C. Cultivate Expectation! – Most people expect to meet, and have met, people who have changed their lives, and yet they don’t expect much from their relationship with Jesus Christ.
If ordinary people can change our lives, then why can’t the Lord Jesus Christ? Most people seem to think that having a tepid spiritual life, experiencing spiritual boredom, and having only a vague notion about the truths of faith are all normal. Really? Is that the best that the death of the Son of God can do for us? That we should be bored, lukewarm, uncertain, and mildly depressed? Of course not!
We need to lay hold of the glorious life that Jesus died to give us, to have high expectations, and to start watching our lives be transformed.
Consider the woman who came up to Jesus in the crowd thinking that if she just touched the hem of His garment she would get well. Jesus was amazed that one woman among the large crowd had actually touched Him. After she explained He said to her, “Your faith has healed you” (Luke 8:47). Who has such faith? Who has the expectation to be healed, to be delivered? King Jesus is a-listenin’ all day long!
D. Catechetical refocus – We have tended to teach the faith more as an academic subject than as a relationship. And hence we have focused on and measure success based on whether we can do things like list the seven gifts of the Spirit or the four marks of the Church. Certainly there is content that must be mastered, but without relationship to Jesus, most people lose command of the facts shortly after the test.
We need to begin with relationship. We need to get people (children and adults) excited about Jesus and joyful about what He has done. Then the motivation to learn will come naturally.
Back in the late 1960s I became a fan of Star Trek. Captain James Tiberius Kirk was all the world to me. Even though he was a fictional character, I wanted to know all about him: where he was born, what he did, and what he thought. When I discovered the actor who played Kirk, I joined the William Shatner fan club. Then I wanted to know all about Shatner: what he thought about important issues, when he was born, and what his favorite hobbies were. Fascination drew me to a mastery of all sorts of facts about Captain Kirk and William Shatner. You didn’t have to make me learn this stuff; I sought it out eagerly!
Do people think this way about Jesus? Usually not. And why not? Because we do very little to cultivate this fascination and joy. We teach more about structures, rules, and distinctions than about Jesus. Although our intellectual tradition is important and essential, without starting from a relational interest, we might as well be attempting to build on no foundation at all.
Jesus said, “Come and see” as an initiation. The details of the creed came later and were important, but relationship was first. Friendship precedes all the facts; they can come later.
Where in our catechism do we inculcate a love for, respect of, and fascination with Jesus?

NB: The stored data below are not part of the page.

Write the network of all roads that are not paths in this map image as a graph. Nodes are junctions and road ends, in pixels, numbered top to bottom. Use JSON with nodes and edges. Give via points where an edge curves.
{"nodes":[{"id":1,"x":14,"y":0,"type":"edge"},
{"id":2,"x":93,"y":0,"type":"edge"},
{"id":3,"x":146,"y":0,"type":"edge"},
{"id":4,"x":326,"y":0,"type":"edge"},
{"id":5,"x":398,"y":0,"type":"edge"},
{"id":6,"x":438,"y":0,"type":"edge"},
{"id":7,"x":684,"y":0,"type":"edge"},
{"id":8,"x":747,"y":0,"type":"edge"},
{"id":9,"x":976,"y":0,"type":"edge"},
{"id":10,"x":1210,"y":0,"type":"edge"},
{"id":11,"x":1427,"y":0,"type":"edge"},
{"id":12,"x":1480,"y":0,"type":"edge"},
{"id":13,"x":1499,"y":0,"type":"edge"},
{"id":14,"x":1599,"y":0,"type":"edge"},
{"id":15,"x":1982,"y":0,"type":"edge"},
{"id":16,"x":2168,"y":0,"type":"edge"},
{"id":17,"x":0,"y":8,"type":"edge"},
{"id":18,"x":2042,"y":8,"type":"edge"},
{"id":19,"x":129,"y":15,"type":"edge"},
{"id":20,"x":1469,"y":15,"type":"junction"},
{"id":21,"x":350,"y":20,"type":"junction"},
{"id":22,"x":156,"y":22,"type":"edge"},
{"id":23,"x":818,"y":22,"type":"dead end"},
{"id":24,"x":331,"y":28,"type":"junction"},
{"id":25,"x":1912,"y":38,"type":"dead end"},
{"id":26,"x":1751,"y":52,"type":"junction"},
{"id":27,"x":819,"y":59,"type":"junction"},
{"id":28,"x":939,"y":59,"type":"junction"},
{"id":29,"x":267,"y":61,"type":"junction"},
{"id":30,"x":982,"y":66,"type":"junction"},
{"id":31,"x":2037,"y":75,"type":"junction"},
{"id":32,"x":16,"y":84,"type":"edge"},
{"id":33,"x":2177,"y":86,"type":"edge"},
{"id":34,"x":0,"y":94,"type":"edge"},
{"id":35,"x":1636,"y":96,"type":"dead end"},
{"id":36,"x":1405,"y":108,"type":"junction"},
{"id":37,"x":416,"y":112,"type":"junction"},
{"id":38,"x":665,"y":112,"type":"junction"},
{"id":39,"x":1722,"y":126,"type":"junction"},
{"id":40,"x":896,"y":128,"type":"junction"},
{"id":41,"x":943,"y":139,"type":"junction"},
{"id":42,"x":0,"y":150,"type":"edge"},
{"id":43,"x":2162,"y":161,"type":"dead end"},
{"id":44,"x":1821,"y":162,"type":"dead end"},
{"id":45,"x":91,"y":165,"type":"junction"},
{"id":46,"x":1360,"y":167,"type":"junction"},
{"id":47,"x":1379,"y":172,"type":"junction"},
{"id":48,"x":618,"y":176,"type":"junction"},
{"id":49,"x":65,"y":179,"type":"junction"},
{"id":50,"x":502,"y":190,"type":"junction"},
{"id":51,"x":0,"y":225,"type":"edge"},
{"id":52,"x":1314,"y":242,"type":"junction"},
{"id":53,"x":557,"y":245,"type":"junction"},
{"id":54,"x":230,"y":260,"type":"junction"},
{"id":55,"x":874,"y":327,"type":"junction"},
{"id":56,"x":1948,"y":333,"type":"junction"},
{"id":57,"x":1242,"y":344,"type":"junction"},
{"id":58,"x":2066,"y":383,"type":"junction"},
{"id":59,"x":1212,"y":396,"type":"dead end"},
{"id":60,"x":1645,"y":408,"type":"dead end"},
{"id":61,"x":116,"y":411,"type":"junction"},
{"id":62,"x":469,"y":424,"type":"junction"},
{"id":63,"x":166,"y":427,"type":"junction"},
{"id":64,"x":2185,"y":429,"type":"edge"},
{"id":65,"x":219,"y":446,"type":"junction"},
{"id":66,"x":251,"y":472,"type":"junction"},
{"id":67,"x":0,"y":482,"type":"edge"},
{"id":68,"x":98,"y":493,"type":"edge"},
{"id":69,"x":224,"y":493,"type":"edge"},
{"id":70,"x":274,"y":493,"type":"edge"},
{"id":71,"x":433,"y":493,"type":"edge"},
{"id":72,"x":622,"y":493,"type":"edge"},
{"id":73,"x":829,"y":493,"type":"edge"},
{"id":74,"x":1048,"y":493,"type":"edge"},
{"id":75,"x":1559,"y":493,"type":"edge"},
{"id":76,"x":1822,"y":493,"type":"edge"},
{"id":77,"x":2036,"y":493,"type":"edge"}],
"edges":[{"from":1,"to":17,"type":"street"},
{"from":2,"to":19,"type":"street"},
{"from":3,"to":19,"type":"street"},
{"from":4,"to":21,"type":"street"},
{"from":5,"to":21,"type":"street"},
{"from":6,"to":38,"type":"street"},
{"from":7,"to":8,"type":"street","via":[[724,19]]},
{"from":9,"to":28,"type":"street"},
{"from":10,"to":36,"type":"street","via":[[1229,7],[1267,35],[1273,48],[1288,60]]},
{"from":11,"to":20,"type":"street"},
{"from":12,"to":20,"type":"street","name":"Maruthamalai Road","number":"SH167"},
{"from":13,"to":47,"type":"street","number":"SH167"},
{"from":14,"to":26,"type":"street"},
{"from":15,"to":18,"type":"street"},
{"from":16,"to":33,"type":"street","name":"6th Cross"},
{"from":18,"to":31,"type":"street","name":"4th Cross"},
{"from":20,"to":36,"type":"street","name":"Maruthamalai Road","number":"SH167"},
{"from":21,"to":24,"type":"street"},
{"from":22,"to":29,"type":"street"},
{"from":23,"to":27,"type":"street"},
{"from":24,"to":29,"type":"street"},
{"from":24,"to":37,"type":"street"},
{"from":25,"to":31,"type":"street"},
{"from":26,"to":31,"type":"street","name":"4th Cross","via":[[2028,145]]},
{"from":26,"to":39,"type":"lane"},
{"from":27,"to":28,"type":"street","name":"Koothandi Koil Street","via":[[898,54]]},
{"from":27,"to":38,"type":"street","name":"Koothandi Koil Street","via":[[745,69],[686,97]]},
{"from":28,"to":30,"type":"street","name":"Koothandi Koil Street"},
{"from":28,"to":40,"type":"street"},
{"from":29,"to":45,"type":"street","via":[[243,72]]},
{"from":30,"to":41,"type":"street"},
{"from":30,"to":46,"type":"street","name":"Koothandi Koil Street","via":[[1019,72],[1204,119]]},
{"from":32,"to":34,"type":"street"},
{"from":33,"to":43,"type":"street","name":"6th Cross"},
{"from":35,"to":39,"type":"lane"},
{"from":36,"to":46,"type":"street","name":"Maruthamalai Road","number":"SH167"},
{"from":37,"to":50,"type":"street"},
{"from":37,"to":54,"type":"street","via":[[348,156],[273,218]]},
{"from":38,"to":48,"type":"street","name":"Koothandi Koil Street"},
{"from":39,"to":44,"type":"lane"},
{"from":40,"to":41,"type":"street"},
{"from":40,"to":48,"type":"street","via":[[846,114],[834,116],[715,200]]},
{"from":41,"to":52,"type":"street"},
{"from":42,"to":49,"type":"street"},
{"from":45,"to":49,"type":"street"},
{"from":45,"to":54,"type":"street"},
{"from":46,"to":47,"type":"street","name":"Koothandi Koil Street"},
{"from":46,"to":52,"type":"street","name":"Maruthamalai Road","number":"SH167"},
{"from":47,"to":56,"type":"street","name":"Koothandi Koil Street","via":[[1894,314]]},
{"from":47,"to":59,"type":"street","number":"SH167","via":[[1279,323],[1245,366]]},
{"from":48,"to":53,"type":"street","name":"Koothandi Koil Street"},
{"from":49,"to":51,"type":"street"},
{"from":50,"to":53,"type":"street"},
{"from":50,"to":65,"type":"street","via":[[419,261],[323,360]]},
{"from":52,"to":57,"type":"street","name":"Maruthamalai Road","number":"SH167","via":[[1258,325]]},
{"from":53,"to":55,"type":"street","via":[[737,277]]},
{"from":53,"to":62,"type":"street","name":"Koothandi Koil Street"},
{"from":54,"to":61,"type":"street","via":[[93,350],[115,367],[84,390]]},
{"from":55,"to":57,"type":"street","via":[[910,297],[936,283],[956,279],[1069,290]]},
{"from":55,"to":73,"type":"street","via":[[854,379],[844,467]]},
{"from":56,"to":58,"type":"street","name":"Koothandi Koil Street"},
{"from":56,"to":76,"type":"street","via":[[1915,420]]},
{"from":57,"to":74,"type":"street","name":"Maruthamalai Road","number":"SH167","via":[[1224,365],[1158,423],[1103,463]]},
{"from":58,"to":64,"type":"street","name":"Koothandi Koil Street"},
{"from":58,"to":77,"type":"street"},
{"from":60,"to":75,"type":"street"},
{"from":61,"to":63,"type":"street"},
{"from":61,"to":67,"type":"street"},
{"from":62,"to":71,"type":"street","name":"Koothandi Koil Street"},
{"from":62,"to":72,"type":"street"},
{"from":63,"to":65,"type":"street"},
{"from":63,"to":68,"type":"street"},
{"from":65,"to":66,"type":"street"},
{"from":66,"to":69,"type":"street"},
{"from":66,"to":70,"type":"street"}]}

E. Come on, Testify! – Catholics are terrible at testimony and witness. What is your story? How did you meet Jesus? What has He done in your life? What is He doing in your life now? Have your children ever heard you say that you love Jesus? Do they know what He has done for you? Do parishioners ever hear their priests testify? Arguments and proof have their place, but without personal testimony and conviction, these truths remain abstractions.
There may come a time when, through argument, you are actually get someone to “buy in.” But then comes the tough question: “Well, that’s all good news, but how do I know it’s true?” And that is when you have to be able to answer, convincingly, “Look at me!” It’s not enough to state the facts and to quote others. You have to know what you’re talking about, and relate it personally and convincingly to others.
The bottom line is that we have to be converted, and having experienced conversion, go forth as those who know the Lord, not just know about Him.